Vicki teaches a Bible study on Friday mornings. Last week, she told her group she couldn’t be there tomorrow because she’ d be in California.
“Oh, you’re going to see your sister?” one of the women asks Vicki, who grew up in California and two of her sisters still live there.
“No, we’re going to LA to see the Washington-USC football game,” Vicki replied.

Looks of disbelief ensued.
Some people are surprised Vicki goes to more sporting events in a year than many women attend in a lifetime. It’s really not her fault. That’s what she signed up for when she married me.
We hadn’t been married two years when I was hired as a public relations intern for the Seattle Mariners. I had to be in the press box for all 82 games of that 1979 season. She watched several games in box seats in the Kingdome that year, but regretably spent many more evenings alone in our Capitol Hill apartment.

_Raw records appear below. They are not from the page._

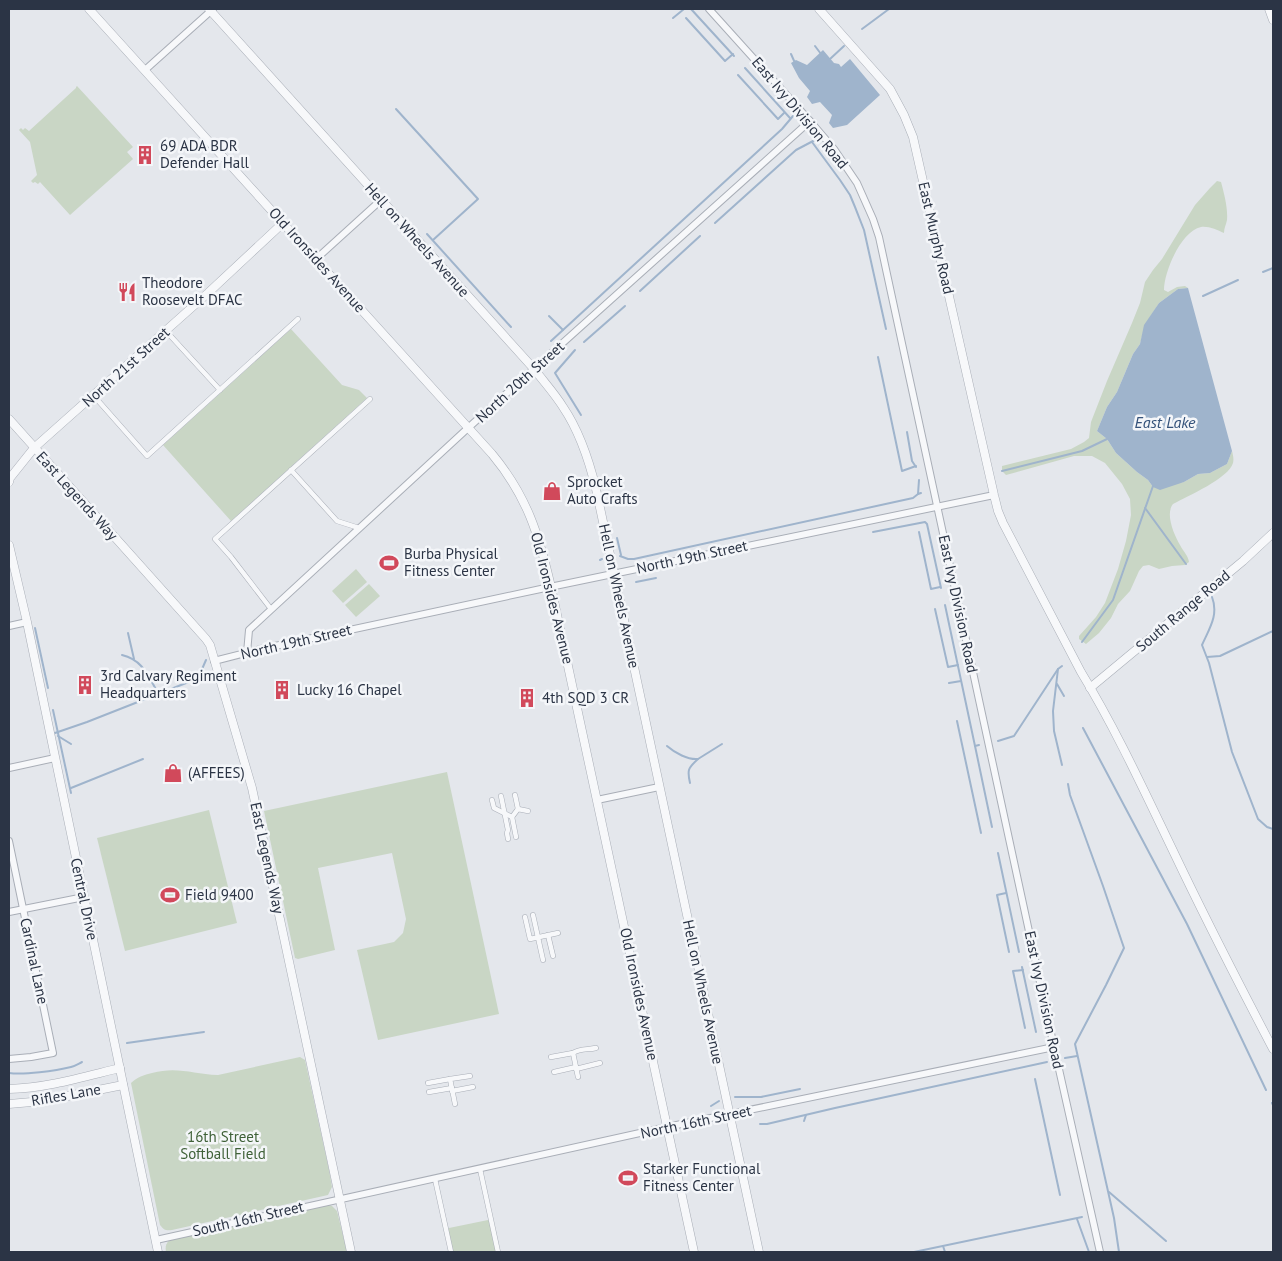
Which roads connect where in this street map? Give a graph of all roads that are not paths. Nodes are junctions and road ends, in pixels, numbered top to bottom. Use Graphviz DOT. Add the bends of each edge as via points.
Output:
graph roads {
  1 [pos="89,9"];
  2 [pos="709,9"];
  3 [pos="820,9"];
  4 [pos="1269,9"];
  5 [pos="211,10"];
  6 [pos="1273,20"];
  7 [pos="145,70"];
  8 [pos="810,121"];
  9 [pos="382,200"];
  10 [pos="283,223"];
  11 [pos="316,259"];
  12 [pos="298,319"];
  13 [pos="166,331"];
  14 [pos="535,370"];
  15 [pos="220,390"];
  16 [pos="94,396"];
  17 [pos="370,399"];
  18 [pos="9,420"];
  19 [pos="468,428"];
  20 [pos="34,448"];
  21 [pos="291,470"];
  22 [pos="9,482"];
  23 [pos="994,495"];
  24 [pos="937,506"];
  25 [pos="359,528"];
  26 [pos="1273,533"];
  27 [pos="9,545"];
  28 [pos="614,574"];
  29 [pos="551,587"];
  30 [pos="271,609"];
  31 [pos="26,622"];
  32 [pos="9,626"];
  33 [pos="247,653"];
  34 [pos="214,661"];
  35 [pos="1090,688"];
  36 [pos="55,758"];
  37 [pos="9,768"];
  38 [pos="659,787"];
  39 [pos="515,795"];
  40 [pos="501,796"];
  41 [pos="492,800"];
  42 [pos="597,800"];
  43 [pos="518,809"];
  44 [pos="528,811"];
  45 [pos="504,814"];
  46 [pos="512,817"];
  47 [pos="516,837"];
  48 [pos="508,839"];
  49 [pos="9,841"];
  50 [pos="84,897"];
  51 [pos="23,909"];
  52 [pos="9,912"];
  53 [pos="533,915"];
  54 [pos="525,917"];
  55 [pos="558,933"];
  56 [pos="548,935"];
  57 [pos="538,937"];
  58 [pos="553,956"];
  59 [pos="543,960"];
  60 [pos="1054,1047"];
  61 [pos="596,1048"];
  62 [pos="1273,1050"];
  63 [pos="572,1053"];
  64 [pos="551,1057"];
  65 [pos="9,1059"];
  66 [pos="600,1063"];
  67 [pos="120,1068"];
  68 [pos="576,1068"];
  69 [pos="554,1072"];
  70 [pos="470,1076"];
  71 [pos="578,1077"];
  72 [pos="450,1080"];
  73 [pos="428,1083"];
  74 [pos="123,1085"];
  75 [pos="473,1087"];
  76 [pos="9,1088"];
  77 [pos="452,1089"];
  78 [pos="429,1092"];
  79 [pos="9,1104"];
  80 [pos="455,1104"];
  81 [pos="730,1114"];
  82 [pos="667,1128"];
  83 [pos="480,1169"];
  84 [pos="435,1179"];
  85 [pos="340,1199"];
  86 [pos="156,1240"];
  87 [pos="158,1252"];
  88 [pos="351,1252"];
  89 [pos="451,1252"];
  90 [pos="498,1252"];
  91 [pos="694,1252"];
  92 [pos="759,1252"];
  93 [pos="1100,1252"];
  1 -- 7 [label="street, Old Ironsides Avenue"];
  2 -- 8 [label="street, East Ivy Division Road"];
  3 -- 23 [label="street, East Murphy Road" via="890,89 913,137"];
  4 -- 6 [label="street"];
  5 -- 7 [label="street"];
  5 -- 9 [label="street, Hell on Wheels Avenue"];
  7 -- 10 [label="street, Old Ironsides Avenue"];
  8 -- 14 [label="street, North 20th Street"];
  8 -- 24 [label="street, East Ivy Division Road" via="846,165 873,219"];
  9 -- 11 [label="street"];
  9 -- 14 [label="street, Hell on Wheels Avenue"];
  10 -- 11 [label="street, Old Ironsides Avenue"];
  10 -- 13 [label="street, North 21st Street"];
  11 -- 19 [label="street, Old Ironsides Avenue"];
  12 -- 15 [label="street"];
  13 -- 15 [label="street"];
  13 -- 16 [label="street, North 21st Street"];
  14 -- 19 [label="street, North 20th Street"];
  14 -- 28 [label="street, Hell on Wheels Avenue" via="563,406 581,439 592,470"];
  15 -- 16 [label="street" via="147,456"];
  16 -- 20 [label="street, North 21st Street"];
  17 -- 21 [label="street"];
  18 -- 20 [label="street, East Legends Way"];
  19 -- 25 [label="street, North 20th Street"];
  19 -- 29 [label="street, Old Ironsides Avenue" via="501,465 521,496 537,534"];
  20 -- 22 [label="street"];
  20 -- 34 [label="street, East Legends Way" via="206,639"];
  21 -- 25 [label="street" via="337,521"];
  21 -- 30 [label="street" via="215,539"];
  23 -- 24 [label="street, North 19th Street"];
  23 -- 35 [label="street, East Murphy Road" via="1003,523"];
  24 -- 28 [label="street, North 19th Street"];
  24 -- 60 [label="street, East Ivy Division Road"];
  25 -- 30 [label="street, North 20th Street"];
  26 -- 35 [label="street, South Range Road"];
  27 -- 31 [label="street, Central Drive"];
  28 -- 29 [label="street, North 19th Street"];
  28 -- 38 [label="street, Hell on Wheels Avenue"];
  29 -- 33 [label="street, North 19th Street"];
  29 -- 42 [label="street, Old Ironsides Avenue"];
  30 -- 33 [label="street, North 20th Street" via="249,630"];
  31 -- 32 [label="street"];
  31 -- 36 [label="street, Central Drive"];
  33 -- 34 [label="street, North 19th Street"];
  34 -- 85 [label="street, East Legends Way" via="252,788"];
  35 -- 62 [label="street, East Murphy Road"];
  36 -- 37 [label="street"];
  36 -- 50 [label="street, Central Drive"];
  38 -- 42 [label="street"];
  38 -- 81 [label="street, Hell on Wheels Avenue"];
  39 -- 43 [label="street"];
  40 -- 45 [label="street"];
  41 -- 45 [label="street" via="494,808"];
  42 -- 82 [label="street, Old Ironsides Avenue"];
  43 -- 44 [label="street"];
  43 -- 46 [label="street"];
  45 -- 46 [label="street"];
  45 -- 48 [label="street"];
  46 -- 47 [label="street"];
  49 -- 51 [label="street, Cardinal Lane"];
  50 -- 51 [label="street"];
  50 -- 67 [label="street, Central Drive"];
  51 -- 52 [label="street"];
  51 -- 65 [label="street, Cardinal Lane" via="53,1053"];
  53 -- 57 [label="street"];
  54 -- 57 [label="street" via="530,939"];
  55 -- 56 [label="street"];
  56 -- 57 [label="street"];
  56 -- 58 [label="street"];
  57 -- 59 [label="street"];
  60 -- 81 [label="street, North 16th Street"];
  60 -- 93 [label="street, East Ivy Division Road"];
  61 -- 63 [label="street"];
  63 -- 64 [label="street"];
  63 -- 68 [label="street"];
  66 -- 68 [label="street"];
  67 -- 74 [label="street, Central Drive"];
  67 -- 76 [label="street, Rifles Lane" via="58,1083"];
  68 -- 69 [label="street"];
  68 -- 71 [label="street"];
  70 -- 72 [label="street"];
  72 -- 73 [label="street"];
  72 -- 77 [label="street"];
  74 -- 79 [label="street, Rifles Lane" via="43,1101"];
  74 -- 86 [label="street, Central Drive"];
  75 -- 77 [label="street"];
  77 -- 78 [label="street"];
  77 -- 80 [label="street"];
  81 -- 82 [label="street, North 16th Street"];
  81 -- 92 [label="street, Hell on Wheels Avenue"];
  82 -- 83 [label="street, North 16th Street"];
  82 -- 91 [label="street, Old Ironsides Avenue"];
  83 -- 84 [label="street, North 16th Street"];
  83 -- 90 [label="street"];
  84 -- 85 [label="street, North 16th Street"];
  84 -- 89 [label="street"];
  85 -- 86 [label="street, South 16th Street"];
  85 -- 88 [label="street, East Legends Way"];
  86 -- 87 [label="street, Central Drive"];
}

When we moved to Roseburg, Oregon later that year for my first full-time sportswriter job, she accompanied me to countless high-school games. She also occasionally tagged along when I made the hour-drive north to Eugene to cover University of Oregon basketball games. She sat under the basket and took pictures. There, she experienced first-hand the crazy Oregon fans that former UCLA Coach Gene Bartow once called “deranged idiots.” Some of her photos were published with my stories the next day in The News-Review.
Vicki did not grow up in a sports-minded family. Yet, she realized early in our marriage that if she wanted to spend more time with me, she had to embrace my passion for sports..

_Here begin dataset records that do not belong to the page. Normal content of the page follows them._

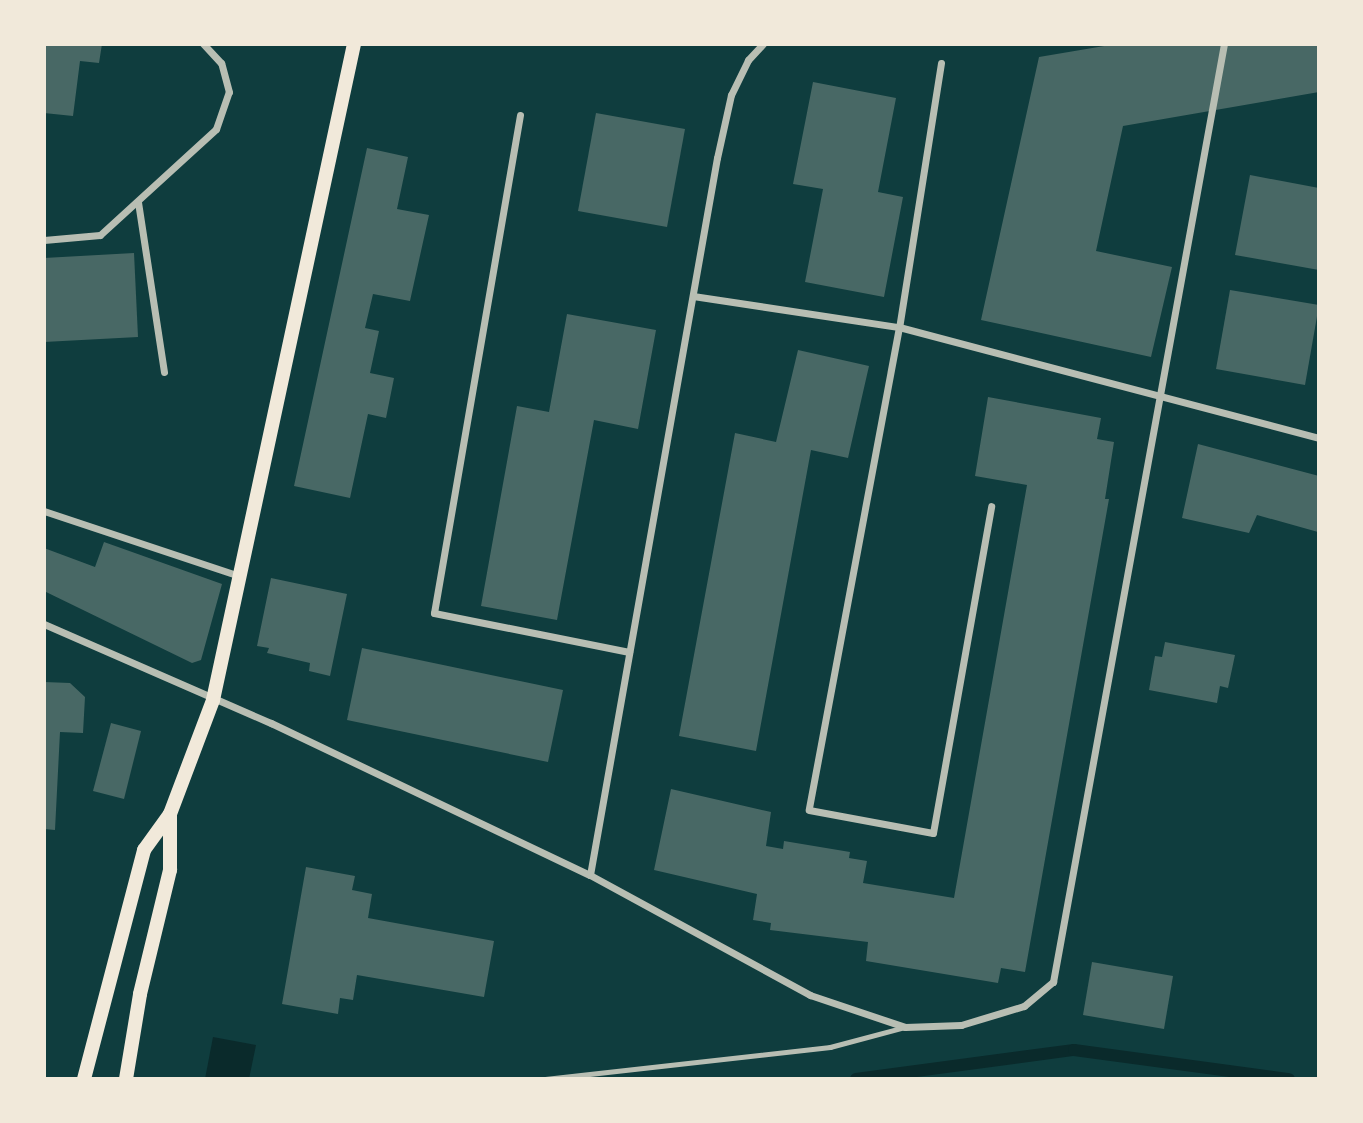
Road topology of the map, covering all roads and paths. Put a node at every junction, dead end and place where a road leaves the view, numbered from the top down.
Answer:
1 (203, 44) edge
2 (354, 44) edge
3 (764, 44) edge
4 (1224, 44) edge
5 (941, 64) dead end
6 (520, 115) dead end
7 (138, 202) junction
8 (44, 240) edge
9 (693, 296) junction
10 (898, 327) junction
11 (164, 372) dead end
12 (1158, 394) junction
13 (1319, 438) edge
14 (991, 506) dead end
15 (44, 511) edge
16 (240, 576) junction
17 (44, 624) edge
18 (629, 652) junction
19 (213, 700) junction
20 (170, 814) junction
21 (590, 875) junction
22 (905, 1027) junction
23 (84, 1079) edge
24 (126, 1079) edge
25 (545, 1079) edge

1 - 7 street
2 - 16 main road
3 - 9 street
4 - 12 street
5 - 10 street
6 - 18 street
7 - 8 street
7 - 11 street
9 - 10 street
9 - 18 street
10 - 12 street
10 - 14 street
12 - 13 street
12 - 22 street
15 - 16 street
16 - 19 main road
17 - 19 street
18 - 21 street
19 - 20 main road
19 - 21 street
20 - 23 main road
20 - 24 main road
21 - 22 street
22 - 25 lane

We’ve had season tickets for UW football games for 11 years. We usually go to one road game every year. We’ve been to nearly every football stadium in the soon-to-be-gone Pac-12. Last November, while spending the month in Tucson, we took in the Territorial Cup between Arizona and Arizona State. The storied Memorial Coliseum –which has hosted two Super Bowls, two Summer Olympic Games, and has been the home to the Trojans since 1923 – has long been on my bucket list.
Full disclosure here: I’m a college sports guy. My favorite day is any Saturday during the college football season. Thirty years in sports journalism soured me a bit on pro sports. I love the college, game-day atmosphere: The buildup to the game, the marching bands, the sense of excitement in the air, the rowdy student sections.

It’s in my DNA. My dad took my brother and I to about one Husky game a year when we were young. It was a different era. Older men wearing fedora hats. The pungent scent of cigar smoke in the air. We couldn’t afford to sit in the covered upper deck. That’s where my Uncle Paul had season tickets. If you sat with him, you were obligated to sing “Bow Down to Washington” at halftime. He couldn’t carry a tune in a bucket. But he didn’t care.
My dad, brother and I sat in the cheap seats, the bleachers behind the east end zone. I still have memories of watching the backs of the USC players in front of us, and O.J. Simpson taking the pitch in the backfield, waiting patiently behind his wall of blockers, then darting to daylight for a long touchdown run. Behind the same goal post we saw the debut of legendary Husky quarterback Sonny Sixkiller, who would fire tight spirals all over the field in the Huskies’ stunning upset of heavily-favored Michigan State.

Although I’m a lifelong Husky fan, I would describe myself as a college football – and for that matter college basketball as well – purist. I follow college sports on a national scale. I’m interested in every region, every conference (even if the schools keep changing) and every team at every level. I would pay to watch a Big Sky game between Idaho and Montana. If there was a game show on the naming of college sports mascots, I swear, I would win it, hands down.
I listen to several national college football podcasts during the season. One of them is aptly named “Until Saturday.” As a follower of Jesus, I honor Sundays. “Until Saturday,” for the college football fan, means that during the week we live in this land of waiting .. of expectation … of anticipation .. for the full day of games.
I’ve never seen a college football game in Los Angeles … that is, “Until Saturday.”